Segment Open
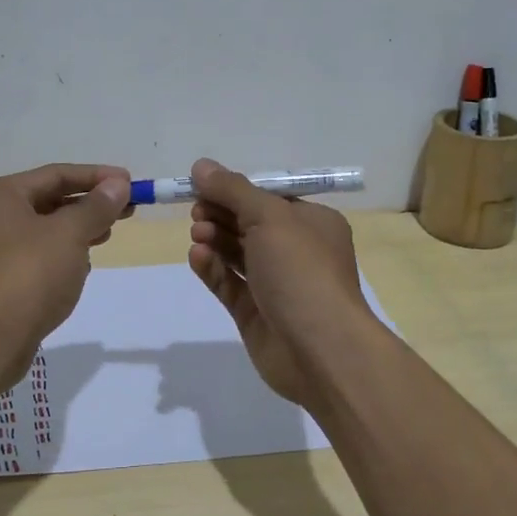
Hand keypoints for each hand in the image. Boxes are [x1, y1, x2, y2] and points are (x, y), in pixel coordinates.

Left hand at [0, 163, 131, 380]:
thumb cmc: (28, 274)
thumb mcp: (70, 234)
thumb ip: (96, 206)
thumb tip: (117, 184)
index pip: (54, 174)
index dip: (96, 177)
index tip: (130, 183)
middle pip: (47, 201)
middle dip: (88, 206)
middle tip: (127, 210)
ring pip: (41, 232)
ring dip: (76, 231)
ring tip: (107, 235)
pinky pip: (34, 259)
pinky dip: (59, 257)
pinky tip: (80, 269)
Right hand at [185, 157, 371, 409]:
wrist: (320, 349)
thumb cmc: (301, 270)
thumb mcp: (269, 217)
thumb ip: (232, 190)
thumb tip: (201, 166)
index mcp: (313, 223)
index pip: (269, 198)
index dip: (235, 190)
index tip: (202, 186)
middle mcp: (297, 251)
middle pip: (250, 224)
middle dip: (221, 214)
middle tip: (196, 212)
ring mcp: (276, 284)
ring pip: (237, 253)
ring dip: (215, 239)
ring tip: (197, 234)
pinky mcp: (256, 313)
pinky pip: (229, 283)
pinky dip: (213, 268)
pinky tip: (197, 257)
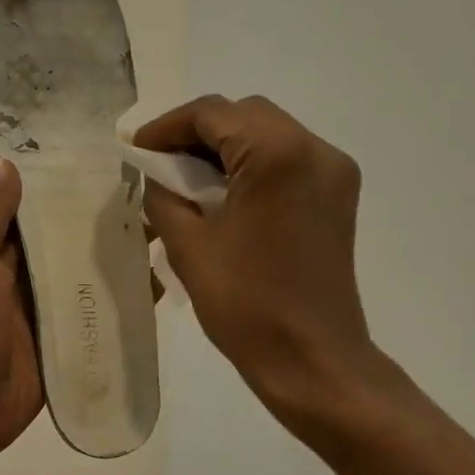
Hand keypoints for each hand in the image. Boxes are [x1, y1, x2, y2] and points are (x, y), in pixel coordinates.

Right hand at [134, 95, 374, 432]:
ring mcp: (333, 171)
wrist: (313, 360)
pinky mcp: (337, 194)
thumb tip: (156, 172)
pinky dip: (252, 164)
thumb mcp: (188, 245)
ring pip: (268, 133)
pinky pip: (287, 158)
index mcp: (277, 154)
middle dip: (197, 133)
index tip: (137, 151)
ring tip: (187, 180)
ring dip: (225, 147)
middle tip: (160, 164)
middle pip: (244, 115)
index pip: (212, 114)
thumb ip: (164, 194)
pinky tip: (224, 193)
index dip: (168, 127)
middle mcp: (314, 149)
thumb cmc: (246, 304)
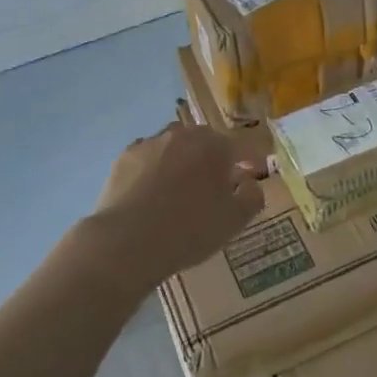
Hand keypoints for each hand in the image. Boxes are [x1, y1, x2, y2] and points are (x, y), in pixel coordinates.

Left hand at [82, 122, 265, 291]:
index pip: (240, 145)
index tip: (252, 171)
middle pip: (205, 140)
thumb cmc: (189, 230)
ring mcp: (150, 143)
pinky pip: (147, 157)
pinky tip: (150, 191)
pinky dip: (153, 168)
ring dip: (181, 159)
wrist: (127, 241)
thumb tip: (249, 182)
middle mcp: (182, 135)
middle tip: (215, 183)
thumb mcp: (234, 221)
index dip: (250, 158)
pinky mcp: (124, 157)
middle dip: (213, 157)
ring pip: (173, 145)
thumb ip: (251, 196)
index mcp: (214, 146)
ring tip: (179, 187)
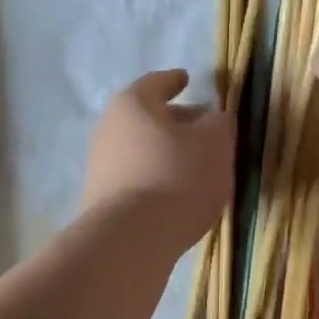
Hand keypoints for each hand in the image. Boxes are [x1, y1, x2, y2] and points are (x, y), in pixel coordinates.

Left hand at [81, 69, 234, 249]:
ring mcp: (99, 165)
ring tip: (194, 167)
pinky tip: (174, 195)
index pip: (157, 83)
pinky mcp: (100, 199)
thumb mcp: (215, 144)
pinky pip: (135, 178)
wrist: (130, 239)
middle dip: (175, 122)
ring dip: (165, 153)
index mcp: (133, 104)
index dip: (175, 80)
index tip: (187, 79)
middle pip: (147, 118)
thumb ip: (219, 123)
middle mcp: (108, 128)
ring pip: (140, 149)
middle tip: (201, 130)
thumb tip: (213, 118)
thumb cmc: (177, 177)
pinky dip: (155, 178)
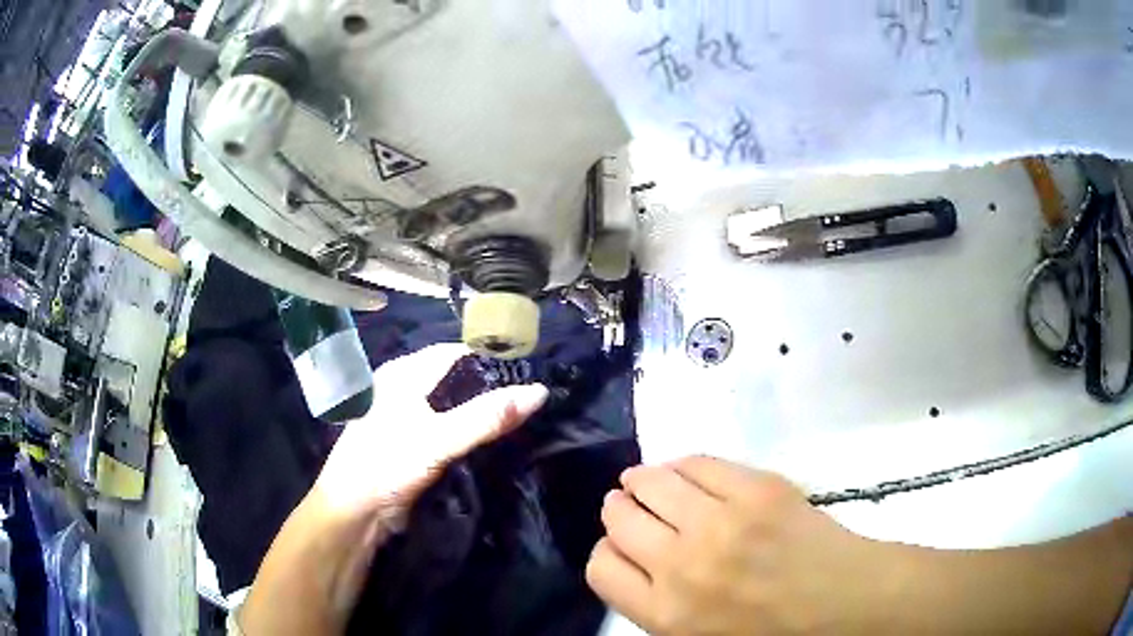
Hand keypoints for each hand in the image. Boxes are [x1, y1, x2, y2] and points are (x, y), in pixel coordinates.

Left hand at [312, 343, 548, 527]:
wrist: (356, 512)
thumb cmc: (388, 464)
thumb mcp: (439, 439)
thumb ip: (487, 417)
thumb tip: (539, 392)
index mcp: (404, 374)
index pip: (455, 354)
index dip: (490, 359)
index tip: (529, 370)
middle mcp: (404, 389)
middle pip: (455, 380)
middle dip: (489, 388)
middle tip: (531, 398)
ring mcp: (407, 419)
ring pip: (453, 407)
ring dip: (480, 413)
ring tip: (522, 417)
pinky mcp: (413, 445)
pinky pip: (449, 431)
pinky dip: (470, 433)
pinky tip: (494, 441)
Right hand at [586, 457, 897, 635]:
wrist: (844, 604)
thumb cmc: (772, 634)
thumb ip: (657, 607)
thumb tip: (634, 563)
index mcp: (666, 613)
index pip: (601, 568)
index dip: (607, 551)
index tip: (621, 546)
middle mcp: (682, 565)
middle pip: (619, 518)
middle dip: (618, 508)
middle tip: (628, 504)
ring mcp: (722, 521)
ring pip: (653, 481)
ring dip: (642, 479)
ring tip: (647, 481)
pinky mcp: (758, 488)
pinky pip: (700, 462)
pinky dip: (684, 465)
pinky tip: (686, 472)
Segment Closed
TASK TO COMPLETE: Every line above from the line with "wrist: (313, 360)" to the line with "thumb cmc: (246, 304)" is wanted, ends included; write them out exactly and add no other line.

SOLUTION TO THIS PROBLEM:
wrist: (313, 360)
pinky mcp: (337, 194)
thumb tip: (156, 172)
pinky dip: (252, 164)
thumb mcp: (188, 245)
ring pip: (268, 133)
pinky pip: (287, 158)
index mcp: (277, 154)
middle dip: (197, 133)
index tip: (137, 151)
ring tip: (187, 180)
ring dip: (225, 147)
middle tip: (160, 164)
middle pip: (244, 115)
index pip: (212, 114)
thumb ip: (164, 194)
pinky tip: (224, 193)
index dip: (168, 127)
middle mcp: (314, 149)
thumb cmc: (246, 304)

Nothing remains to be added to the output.